Exercise instructions:
Your task is to gather the lines below that hold the string "main".

::: Data section

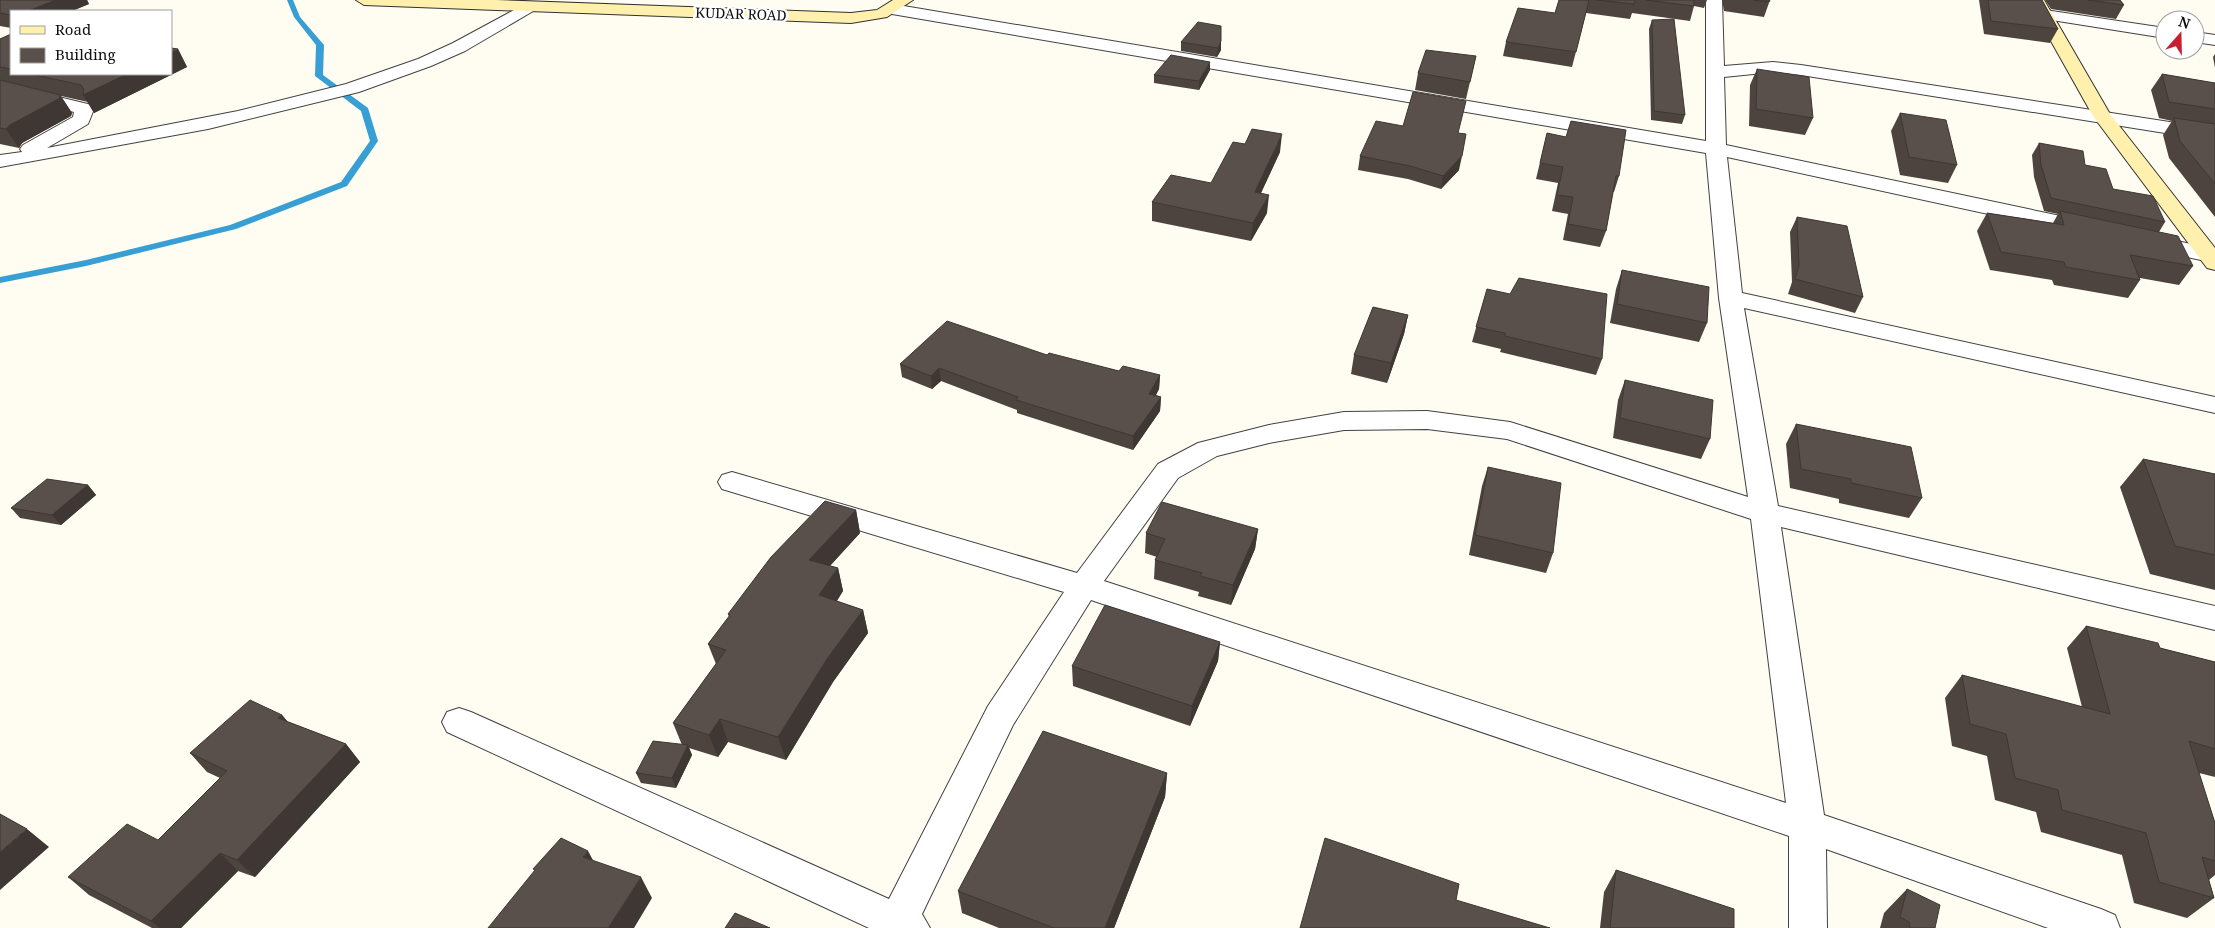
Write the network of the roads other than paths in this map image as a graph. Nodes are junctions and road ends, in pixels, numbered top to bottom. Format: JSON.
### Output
{"nodes":[{"id":1,"x":364,"y":0,"type":"edge"},
{"id":2,"x":484,"y":0,"type":"edge"},
{"id":3,"x":1714,"y":0,"type":"edge"},
{"id":4,"x":462,"y":4,"type":"junction"},
{"id":5,"x":898,"y":4,"type":"edge"},
{"id":6,"x":529,"y":7,"type":"junction"},
{"id":7,"x":2041,"y":8,"type":"edge"},
{"id":8,"x":2155,"y":31,"type":"edge"},
{"id":9,"x":1714,"y":72,"type":"junction"},
{"id":10,"x":0,"y":88,"type":"edge"},
{"id":11,"x":2102,"y":116,"type":"junction"},
{"id":12,"x":2215,"y":135,"type":"edge"},
{"id":13,"x":1716,"y":149,"type":"junction"},
{"id":14,"x":5,"y":160,"type":"edge"},
{"id":15,"x":2104,"y":232,"type":"edge"},
{"id":16,"x":2133,"y":238,"type":"edge"},
{"id":17,"x":2213,"y":258,"type":"edge"},
{"id":18,"x":1731,"y":298,"type":"junction"},
{"id":19,"x":2215,"y":405,"type":"edge"},
{"id":20,"x":732,"y":482,"type":"dead end"},
{"id":21,"x":1765,"y":513,"type":"junction"},
{"id":22,"x":1084,"y":586,"type":"junction"},
{"id":23,"x":2215,"y":618,"type":"edge"},
{"id":24,"x":459,"y":722,"type":"dead end"},
{"id":25,"x":1807,"y":826,"type":"junction"},
{"id":26,"x":901,"y":926,"type":"edge"},
{"id":27,"x":1808,"y":928,"type":"edge"},
{"id":28,"x":2101,"y":928,"type":"edge"}],
"edges":[{"from":1,"to":4,"type":"street","name":"KUDAR ROAD"},
{"from":2,"to":4,"type":"street"},
{"from":3,"to":9,"type":"street"},
{"from":4,"to":6,"type":"street","name":"KUDAR ROAD"},
{"from":5,"to":6,"type":"street","name":"KUDAR ROAD"},
{"from":5,"to":13,"type":"street"},
{"from":6,"to":14,"type":"street"},
{"from":7,"to":8,"type":"street"},
{"from":7,"to":11,"type":"street"},
{"from":9,"to":11,"type":"street"},
{"from":9,"to":13,"type":"street"},
{"from":10,"to":14,"type":"street"},
{"from":11,"to":12,"type":"street"},
{"from":11,"to":17,"type":"street"},
{"from":13,"to":15,"type":"street"},
{"from":13,"to":18,"type":"street"},
{"from":16,"to":17,"type":"street"},
{"from":18,"to":19,"type":"street"},
{"from":18,"to":21,"type":"street"},
{"from":20,"to":22,"type":"street"},
{"from":21,"to":22,"type":"street"},
{"from":21,"to":23,"type":"street"},
{"from":21,"to":25,"type":"street"},
{"from":22,"to":25,"type":"street"},
{"from":22,"to":26,"type":"street"},
{"from":24,"to":26,"type":"street"},
{"from":25,"to":27,"type":"street"},
{"from":25,"to":28,"type":"street"}]}
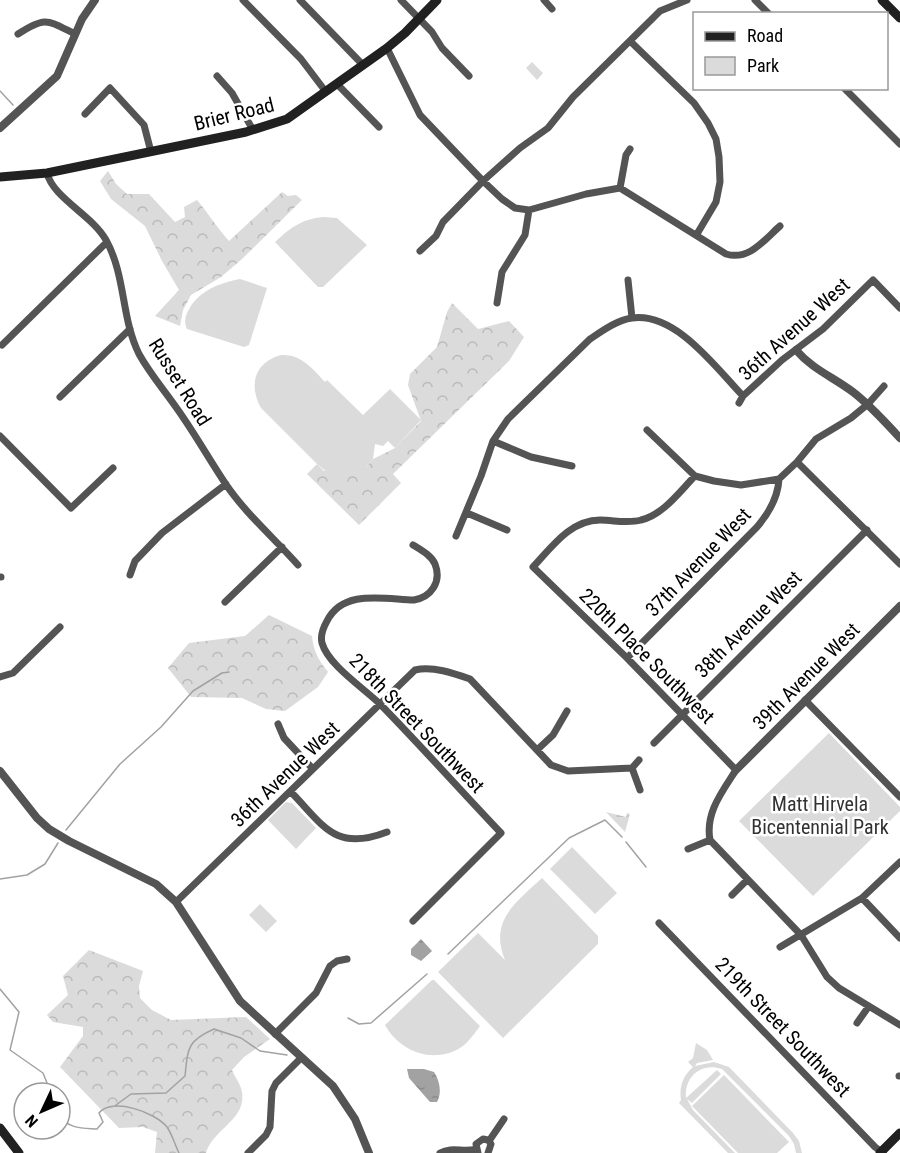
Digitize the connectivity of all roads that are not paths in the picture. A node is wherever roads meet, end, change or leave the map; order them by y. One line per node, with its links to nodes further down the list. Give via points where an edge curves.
1 (95, 0): 15 (street)
2 (243, 0): 23 (street, via 301,59)
3 (300, 0): 18 (street)
4 (401, 0): 12 (street)
5 (437, 0): 12 (main road, Brier Road)
6 (544, 0): 10 (street)
7 (687, 0): 16 (street, via 660,11)
8 (755, 0): 11 (street)
9 (882, 0): 13 (main road)
10 (552, 9)
11 (767, 12)
12 (420, 18): 17 (main road, Brier Road); 20 (street)
13 (900, 18)
14 (18, 34): 15 (street, via 42,21)
15 (75, 34): 26 (street, via 57,76)
16 (630, 41): 33 (street, via 573,97 548,128); 37 (street, via 694,103 716,139 720,182 716,202)
17 (387, 48): 18 (main road, Brier Road); 33 (street, via 420,115)
18 (363, 65): 21 (main road, Brier Road)
19 (217, 76): 27 (street, via 232,93)
20 (469, 76)
21 (337, 84): 23 (main road, Brier Road); 25 (street)
22 (846, 90): 28 (street)
23 (326, 92): 27 (main road, Brier Road, via 286,119)
24 (85, 114): 30 (street, via 111,84 144,125)
25 (379, 127)
26 (0, 128)
27 (253, 130): 30 (main road, Brier Road)
28 (900, 144)
29 (630, 149): 34 (street)
30 (151, 152): 31 (main road, Brier Road)
31 (47, 173): 32 (main road, Brier Road); 38 (street, Russet Road, via 49,182 88,218)
32 (0, 177)
33 (483, 180): 35 (street, via 515,208); 39 (street)
34 (620, 188): 35 (street); 37 (street)
35 (529, 210): 41 (street, via 525,235 502,272)
36 (780, 226): 37 (street, via 741,256 726,254)
37 (697, 234)
38 (107, 242): 44 (street, Russet Road, via 124,289); 45 (street)
39 (420, 250)
40 (628, 280): 43 (street)
41 (496, 303)
42 (900, 308): 46 (street, 36th Avenue West, via 873,280)
43 (632, 318): 46 (street, 36th Avenue West, via 665,324 684,336 741,399); 53 (street, via 590,339 508,419)
44 (130, 329): 48 (street); 59 (street, Russet Road, via 139,353)
45 (2, 345)
46 (796, 350): 49 (street, via 821,373)
47 (884, 386): 49 (street)
48 (60, 397)
49 (868, 404): 52 (street); 54 (street, via 816,439)
50 (647, 429): 57 (street)
51 (0, 436): 56 (street, via 71,508)
52 (900, 438)
53 (493, 441): 55 (street, via 531,457); 60 (street)
54 (797, 462): 58 (street); 62 (street)
55 (572, 466)
56 (113, 468)
57 (695, 476): 58 (street, via 741,485); 72 (street, 220th Place Southwest, via 666,506 642,520 580,524 565,533 533,567)
58 (779, 479): 72 (street, 37th Avenue West, via 779,490 769,513 757,528)
59 (226, 484): 65 (street, Russet Road); 68 (street, via 162,533 135,561)
60 (467, 513): 61 (street); 63 (street)
61 (507, 530)
62 (867, 530): 66 (street); 77 (street, 38th Avenue West)
63 (456, 536)
64 (413, 545): 75 (street, 218th Street Southwest, via 435,564 437,581 431,593 414,600 354,599 331,612 322,630 321,641 327,654)
65 (282, 548): 67 (street, Russet Road); 69 (street)
66 (900, 564)
67 (298, 565)
68 (130, 575)
69 (225, 602)
70 (900, 606): 74 (street, 39th Avenue West)
71 (60, 627): 73 (street, via 13,673)
72 (627, 658): 77 (street, 220th Place Southwest)
73 (0, 677)
74 (805, 700): 84 (street, 39th Avenue West); 88 (street)
75 (381, 705): 80 (street, 36th Avenue West, via 415,670 456,674 470,679); 83 (street, 36th Avenue West); 97 (street, 218th Street Southwest, via 501,833)
76 (567, 711): 80 (street, via 553,735)
77 (682, 714): 79 (street, 38th Avenue West); 84 (street, 220th Place Southwest)
78 (278, 724): 83 (street, via 284,738)
79 (654, 743)
80 (537, 750): 82 (street, via 560,770)
81 (639, 760): 82 (street)
82 (632, 768): 86 (street)
83 (314, 769): 87 (street, 36th Avenue West)
84 (736, 770): 90 (street, via 710,816)
85 (0, 771): 96 (street, via 49,829 156,884)
86 (640, 790)
87 (291, 792): 89 (street, via 327,829 341,837 356,840); 96 (street, 36th Avenue West)
88 (900, 797)
89 (387, 832)
90 (710, 840): 91 (street); 93 (street)
91 (688, 849)
92 (900, 862): 95 (street)
93 (747, 880): 94 (street); 99 (street)
94 (732, 895)
95 (862, 898): 99 (street); 100 (street)
96 (176, 902): 106 (street, via 240,1001)
97 (413, 921)
98 (659, 924): 118 (street, 219th Street Southwest)
99 (801, 935): 101 (street); 103 (street, via 827,977)
100 (900, 938)
101 (780, 947)
102 (347, 959): 106 (street, via 330,966 316,993)
103 (869, 1005): 104 (street); 105 (street)
104 (857, 1023)
105 (900, 1025)
106 (275, 1034): 107 (street)
107 (301, 1058): 114 (street, via 276,1083 270,1127); 115 (street, via 333,1086)
108 (504, 1119): 111 (street)
109 (0, 1128): 113 (main road)
110 (900, 1133): 118 (main road)
111 (489, 1141): 112 (street, via 478,1141); 117 (street)
112 (477, 1151): 116 (street, via 450,1148)
113 (19, 1153)
114 (248, 1153)
115 (369, 1153)
116 (440, 1153)
117 (488, 1153)
118 (881, 1153)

::::::

Solution for this task:
5 (437, 0): 12 (main road, Brier Road)
9 (882, 0): 13 (main road)
12 (420, 18): 17 (main road, Brier Road); 20 (street)
17 (387, 48): 18 (main road, Brier Road); 33 (street, via 420,115)
18 (363, 65): 21 (main road, Brier Road)
21 (337, 84): 23 (main road, Brier Road); 25 (street)
23 (326, 92): 27 (main road, Brier Road, via 286,119)
27 (253, 130): 30 (main road, Brier Road)
30 (151, 152): 31 (main road, Brier Road)
31 (47, 173): 32 (main road, Brier Road); 38 (street, Russet Road, via 49,182 88,218)
109 (0, 1128): 113 (main road)
110 (900, 1133): 118 (main road)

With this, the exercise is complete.